Problem details
Without the pictures, copy the entries below word for word.
──────
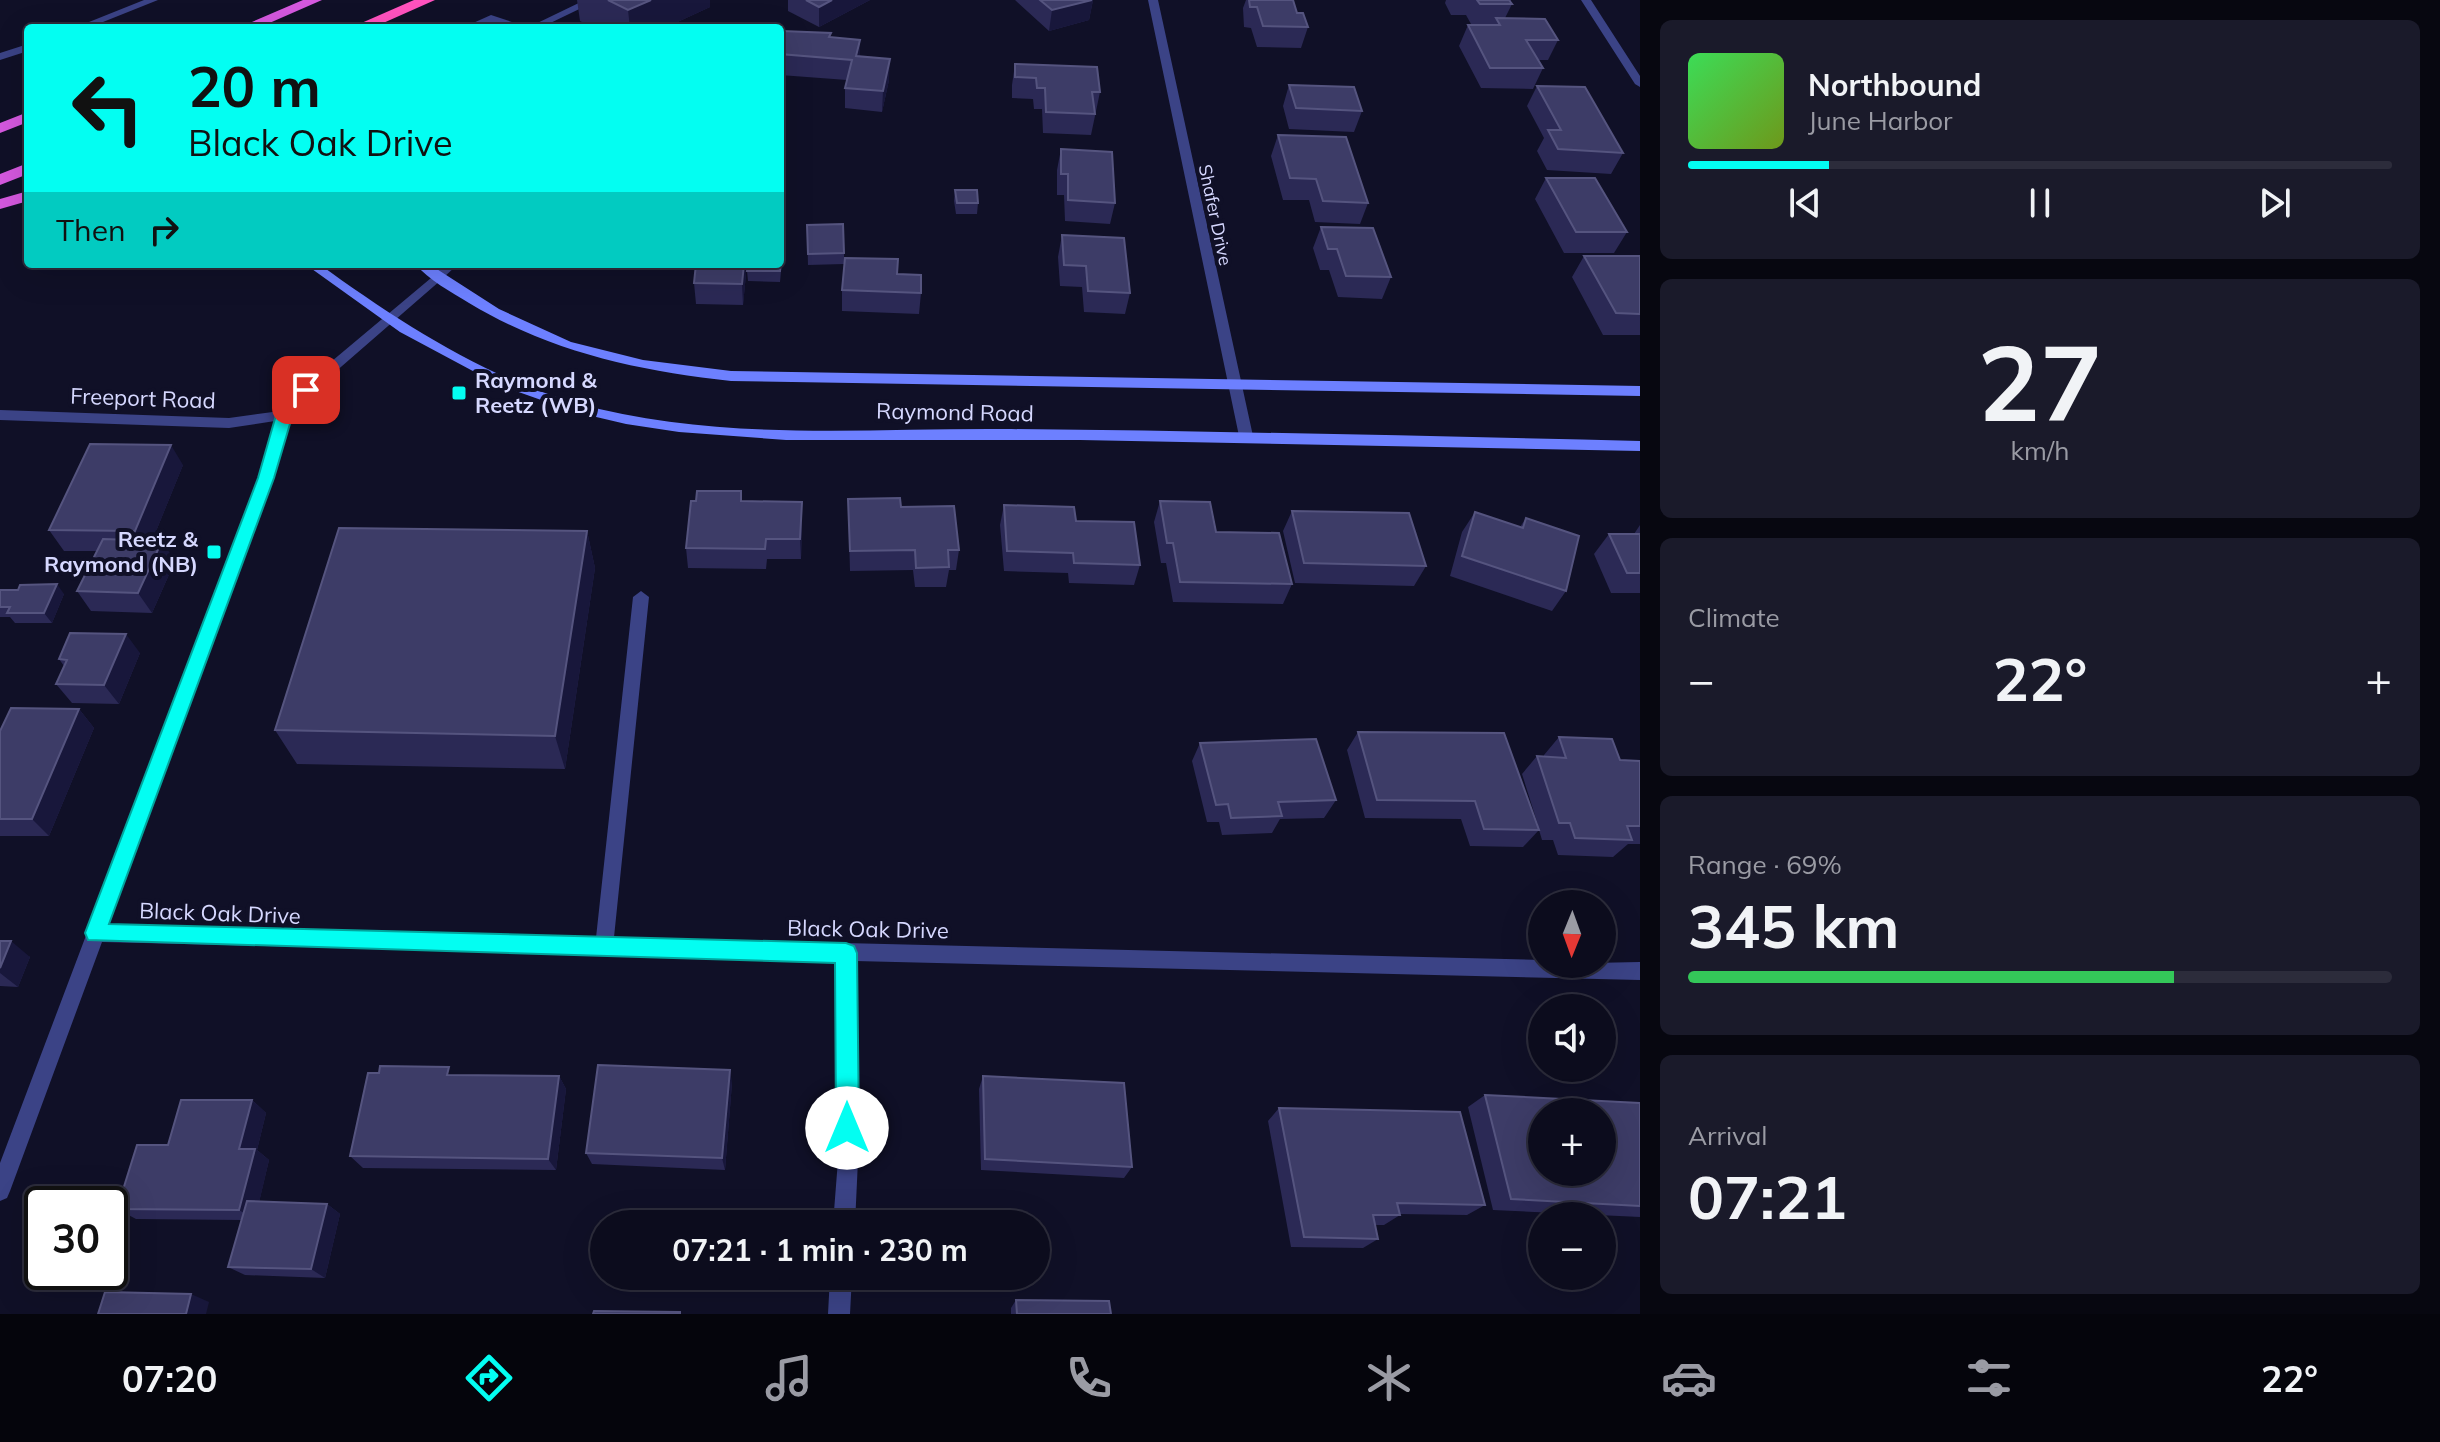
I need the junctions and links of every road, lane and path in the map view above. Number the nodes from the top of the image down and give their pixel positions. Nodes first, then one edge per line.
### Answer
1 (153, 0) edge
2 (315, 0) edge
3 (427, 0) edge
4 (593, 0) edge
5 (1153, 0) edge
6 (1586, 0) edge
7 (90, 24) edge
8 (255, 24) edge
9 (368, 24) edge
10 (477, 24) edge
11 (508, 24) edge
12 (541, 24) edge
13 (24, 48) edge
14 (0, 57) edge
15 (1640, 84) edge
16 (24, 119) edge
17 (0, 128) edge
18 (24, 170) edge
19 (0, 180) edge
20 (24, 197) edge
21 (0, 204) edge
22 (316, 268) edge
23 (426, 268) edge
24 (447, 268) edge
25 (437, 277) junction
26 (386, 320) junction
27 (1234, 382) junction
28 (1640, 391) edge
29 (0, 415) edge
30 (284, 415) junction
31 (1246, 436) junction
32 (1640, 446) edge
33 (641, 597) dead end
34 (95, 933) junction
35 (604, 947) junction
36 (846, 953) junction
37 (1640, 971) edge
38 (0, 1191) edge
39 (845, 1210) edge
40 (840, 1290) edge
41 (839, 1314) edge

1 - 7 street
2 - 8 highway
3 - 9 highway
4 - 12 street
5 - 27 street, Shafer Drive
6 - 15 street
10 - 11 street
13 - 14 street
16 - 17 highway
18 - 19 highway
20 - 21 highway
22 - 26 main road, Raymond Road
23 - 25 main road, Raymond Road
24 - 25 street
25 - 26 street
25 - 27 main road, Raymond Road
26 - 30 street
26 - 31 main road, Raymond Road
27 - 28 main road, Raymond Road
27 - 31 street, Shafer Drive
29 - 30 street, Freeport Road
30 - 34 street
31 - 32 main road, Raymond Road
33 - 35 street
34 - 35 street, Black Oak Drive
34 - 38 street
35 - 36 street, Black Oak Drive
36 - 37 street, Black Oak Drive
36 - 39 street
40 - 41 street

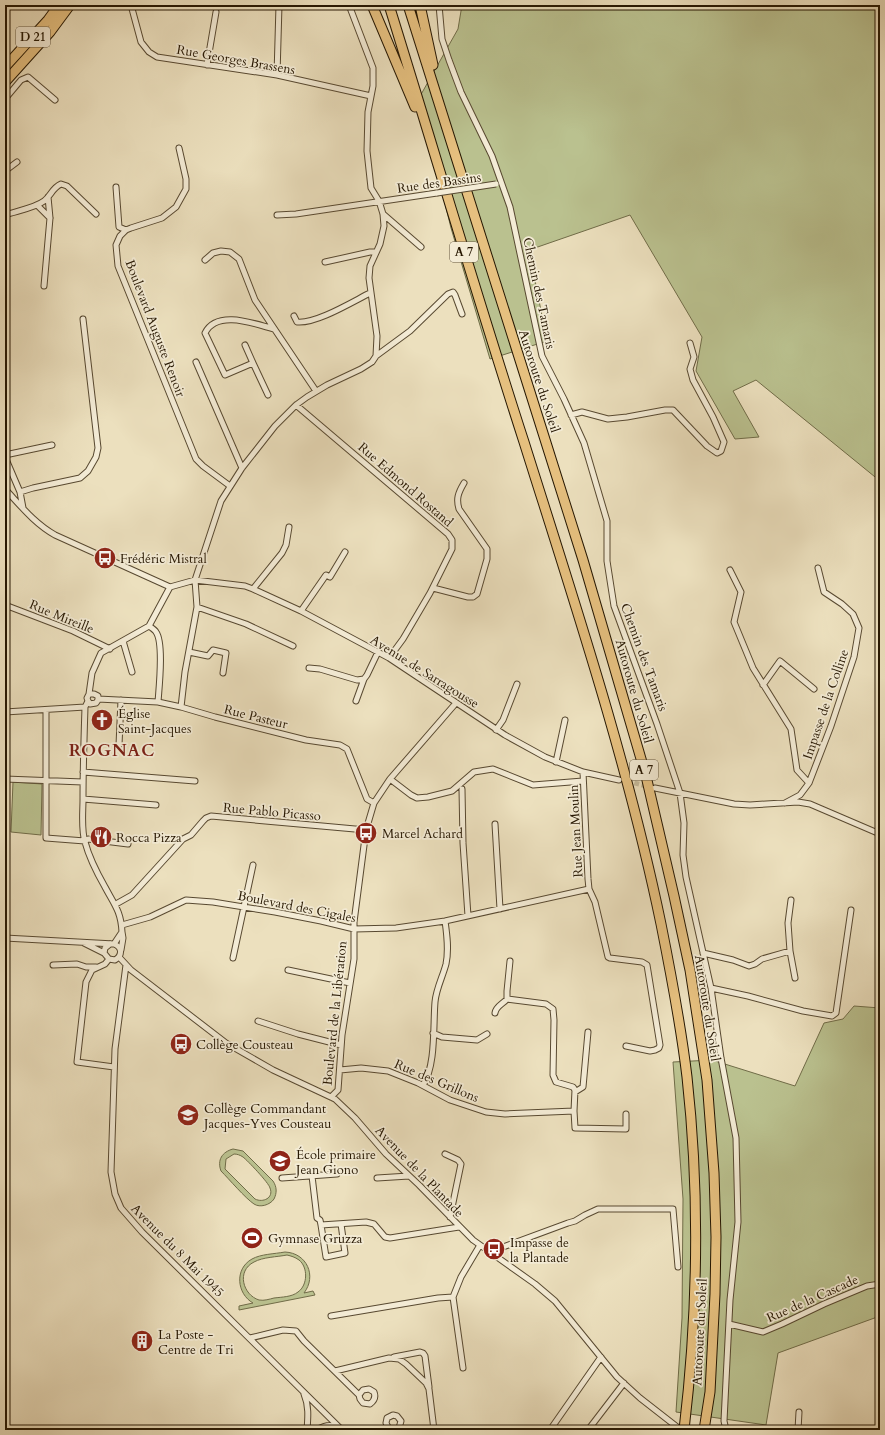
──────
Response below
I need the junctions and links of every road, lane and path in the map view above. Number the nodes from the top of the image down and give their pixel positions. Nodes first, then one edge per line.
### Answer
1 (153, 0) edge
2 (315, 0) edge
3 (427, 0) edge
4 (593, 0) edge
5 (1153, 0) edge
6 (1586, 0) edge
7 (90, 24) edge
8 (255, 24) edge
9 (368, 24) edge
10 (477, 24) edge
11 (508, 24) edge
12 (541, 24) edge
13 (24, 48) edge
14 (0, 57) edge
15 (1640, 84) edge
16 (24, 119) edge
17 (0, 128) edge
18 (24, 170) edge
19 (0, 180) edge
20 (24, 197) edge
21 (0, 204) edge
22 (316, 268) edge
23 (426, 268) edge
24 (447, 268) edge
25 (437, 277) junction
26 (386, 320) junction
27 (1234, 382) junction
28 (1640, 391) edge
29 (0, 415) edge
30 (284, 415) junction
31 (1246, 436) junction
32 (1640, 446) edge
33 (641, 597) dead end
34 (95, 933) junction
35 (604, 947) junction
36 (846, 953) junction
37 (1640, 971) edge
38 (0, 1191) edge
39 (845, 1210) edge
40 (840, 1290) edge
41 (839, 1314) edge

1 - 7 street
2 - 8 highway
3 - 9 highway
4 - 12 street
5 - 27 street, Shafer Drive
6 - 15 street
10 - 11 street
13 - 14 street
16 - 17 highway
18 - 19 highway
20 - 21 highway
22 - 26 main road, Raymond Road
23 - 25 main road, Raymond Road
24 - 25 street
25 - 26 street
25 - 27 main road, Raymond Road
26 - 30 street
26 - 31 main road, Raymond Road
27 - 28 main road, Raymond Road
27 - 31 street, Shafer Drive
29 - 30 street, Freeport Road
30 - 34 street
31 - 32 main road, Raymond Road
33 - 35 street
34 - 35 street, Black Oak Drive
34 - 38 street
35 - 36 street, Black Oak Drive
36 - 37 street, Black Oak Drive
36 - 39 street
40 - 41 street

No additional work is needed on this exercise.